Building / buying a house under the circumstances possible?

  • Erstellt am 2018-06-12 16:30:54

SilentGalaxy

2018-06-14 15:38:14
  • #1
Well, even 240 € is a burden that doesn't have to be. I consider buying a house and also building a new one in a reasonable way naturally feasible. The only problem is apparently the massive consumer behavior and throwing money out the window at still 35!! years old.

If that is stopped and one of the two keeps control over the money, everything is easily doable.

We saved 75,000 in 5 years with a little less income and we were not starving. It's all a matter of attitude.
 

Zaba12

2018-06-14 16:18:19
  • #2


I will do that... as soon as I have time.

But 240€ remains 240€, no matter what the situation is. If the car with engine damage is in the workshop, then even a household of 2 people with an income of 4500€ is happy about the remaining 240€ in the account.

The mentioned savings rate, even if it was listed here, is pure theory, because both the monthly savings rate and the freely available monthly 930€ were and are being spent.

My conclusion: Buying a house with that amount is definitely feasible at the moment. Consumption behavior must be adjusted with a house.
 

Yaso2.0

2018-06-14 16:35:06
  • #3


we do come to the same conclusion after all..

The OP is aware of the previous consumption behavior and has also explained that both are willing to change it after buying the house, so in my opinion it already fits now and not only in a few years.
 

HilfeHilfe

2018-06-14 17:18:08
  • #4

Yeah, at the moment. When the cash register is empty and you can no longer go to Giovanni, it might possibly hit the substance. A colleague was overwhelmed by buying a house. Rented out an adjacent apartment. Now she is pissed that her tenants feel richer. This year Caribbean vacation and bought the biggest Weber grill. She can no longer afford that. Child part-time, car and heating broken. Also an existing property. What I want to say with this is that you can already get depressed here. And owning property does not always make you happier.
 

chand1986

2018-06-14 19:06:30
  • #5


I've been saying that for a while... it's just a life choice. The need for a house is simply lower without kids.
 

ypg

2018-06-14 22:44:25
  • #6
did you overlook the current savings rate of €1200???? Besides, the €950 rent will no longer apply, but about €500 in additional costs will come... I don't see the financial situation as too bad now, BUT...

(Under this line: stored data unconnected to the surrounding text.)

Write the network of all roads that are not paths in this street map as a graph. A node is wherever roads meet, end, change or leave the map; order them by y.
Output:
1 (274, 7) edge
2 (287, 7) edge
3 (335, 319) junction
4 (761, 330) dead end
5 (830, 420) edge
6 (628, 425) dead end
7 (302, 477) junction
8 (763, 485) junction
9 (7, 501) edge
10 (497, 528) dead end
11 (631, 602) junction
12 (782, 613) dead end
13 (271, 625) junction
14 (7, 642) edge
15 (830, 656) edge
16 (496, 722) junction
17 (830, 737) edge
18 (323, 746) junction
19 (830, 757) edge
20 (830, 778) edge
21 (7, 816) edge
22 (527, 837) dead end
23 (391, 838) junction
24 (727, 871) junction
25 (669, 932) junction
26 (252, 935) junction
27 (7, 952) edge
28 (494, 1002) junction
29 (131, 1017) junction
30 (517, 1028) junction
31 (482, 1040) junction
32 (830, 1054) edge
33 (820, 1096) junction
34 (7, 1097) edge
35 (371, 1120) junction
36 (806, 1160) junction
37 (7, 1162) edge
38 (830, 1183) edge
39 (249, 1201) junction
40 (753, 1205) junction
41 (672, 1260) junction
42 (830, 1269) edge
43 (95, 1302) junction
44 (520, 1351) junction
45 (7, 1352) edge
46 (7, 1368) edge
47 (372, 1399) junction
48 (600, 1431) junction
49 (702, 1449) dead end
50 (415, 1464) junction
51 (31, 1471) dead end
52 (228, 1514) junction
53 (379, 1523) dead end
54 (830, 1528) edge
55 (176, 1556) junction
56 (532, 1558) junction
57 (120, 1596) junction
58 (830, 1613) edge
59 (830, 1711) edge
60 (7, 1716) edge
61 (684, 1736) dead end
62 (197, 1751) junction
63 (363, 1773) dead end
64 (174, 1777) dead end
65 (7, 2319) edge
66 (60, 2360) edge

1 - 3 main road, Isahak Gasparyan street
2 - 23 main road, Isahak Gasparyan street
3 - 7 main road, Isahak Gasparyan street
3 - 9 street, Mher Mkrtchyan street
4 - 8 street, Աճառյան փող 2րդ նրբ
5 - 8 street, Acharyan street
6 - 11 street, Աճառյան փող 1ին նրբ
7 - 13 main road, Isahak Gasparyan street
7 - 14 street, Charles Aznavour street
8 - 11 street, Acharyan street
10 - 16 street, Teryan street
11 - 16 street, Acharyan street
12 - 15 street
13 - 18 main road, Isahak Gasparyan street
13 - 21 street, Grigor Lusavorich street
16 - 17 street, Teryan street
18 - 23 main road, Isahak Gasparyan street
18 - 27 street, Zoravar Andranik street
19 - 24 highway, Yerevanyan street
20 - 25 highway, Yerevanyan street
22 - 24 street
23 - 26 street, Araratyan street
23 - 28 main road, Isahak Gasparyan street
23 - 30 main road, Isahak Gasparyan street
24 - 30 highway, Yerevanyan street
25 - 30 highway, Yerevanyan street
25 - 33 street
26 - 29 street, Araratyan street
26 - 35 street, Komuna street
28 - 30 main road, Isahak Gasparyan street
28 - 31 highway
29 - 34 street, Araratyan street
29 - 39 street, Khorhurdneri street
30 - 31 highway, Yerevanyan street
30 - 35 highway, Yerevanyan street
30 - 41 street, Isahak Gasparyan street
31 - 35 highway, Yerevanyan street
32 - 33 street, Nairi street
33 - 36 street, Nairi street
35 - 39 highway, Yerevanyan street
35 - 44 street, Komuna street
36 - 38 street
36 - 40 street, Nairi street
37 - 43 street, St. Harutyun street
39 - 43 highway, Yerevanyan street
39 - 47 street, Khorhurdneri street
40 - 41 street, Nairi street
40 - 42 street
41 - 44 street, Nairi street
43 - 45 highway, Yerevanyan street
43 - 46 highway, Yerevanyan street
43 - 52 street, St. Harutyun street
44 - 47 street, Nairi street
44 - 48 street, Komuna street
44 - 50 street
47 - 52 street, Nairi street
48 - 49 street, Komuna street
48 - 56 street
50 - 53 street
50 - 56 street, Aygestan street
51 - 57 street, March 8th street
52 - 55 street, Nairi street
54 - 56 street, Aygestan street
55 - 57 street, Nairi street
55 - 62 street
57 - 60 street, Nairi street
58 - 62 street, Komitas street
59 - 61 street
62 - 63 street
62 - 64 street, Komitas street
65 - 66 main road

The expenses are already partially calculated quite well. For example, the necessary clothing is missing. For groceries, you should count half of the eating out expenses, because going from 100% to zero is not so easily implemented, and on the other hand, if you can no longer afford eating out, you might buy somewhat higher quality and, of course, more groceries. I definitely see the child angle as well. I will explain that further below.

What living expenses has Dr. Klein calculated? Does Dr. Klein know that it is "only" property under the WEG? Please google it... it is possible that the interest rates are higher there.



I would not underestimate such a situation!

I see your reasons for the desire to own property in the misconception that you then have no more unplanned expenses. Mistake: you actually have more unplanned expenses when owning property than when renting.


Here the misconception reason is given that renting money is thrown away. But I see a lower rent than your calculated financing rate. And that will not change anymore. Sure, after 28 years... but I do not see this as your true reason why ownership is your desire.
In the same breath, the missing room for the child is mentioned.
So the fact is: I read contradictions and no fully thought-out reasons.
I do not read that you want a garden, responsibility for property, or comfort enjoyment etc.

When I then read "but" 3! times....





... alternating with...

7!!! times something about friends who own property or people who buy something


... I do not see that you understand what was written to you.

I would advise you or you to not consider others, but your own situation. It seems to me as if you want to keep up: with marrying, with the house... one starts, then the next follows with ownership, the third feels the pressure, etc. It is the same with having children. Women/girlfriends have other topics of conversation, then you don't want to be an outsider and nurture the child wish.

That you might wonder how some manage actually shows your thinking that "if he/she, then we can too," but life is not a competition. Also, there is the most lying about money. And if someone has inherited, then so be it. Then it is their money and their experience. You have to look at your own situation and not compete.



In that respect, you expressed it well: necessity of saving.

When I look at everything as a whole, this scenario might not be far away at all


But first of all, I would suggest in your place to deal with what actually makes you happy about a house (and not your friends)

Then another advice: a low house fee does not protect against costs, on the contrary, it can mean that giving up management and not adjusting reserves means that a five-figure sum for repairs must be released quite quickly.
Since the age of the house is unknown, I would first commission an expert to take a look at the property.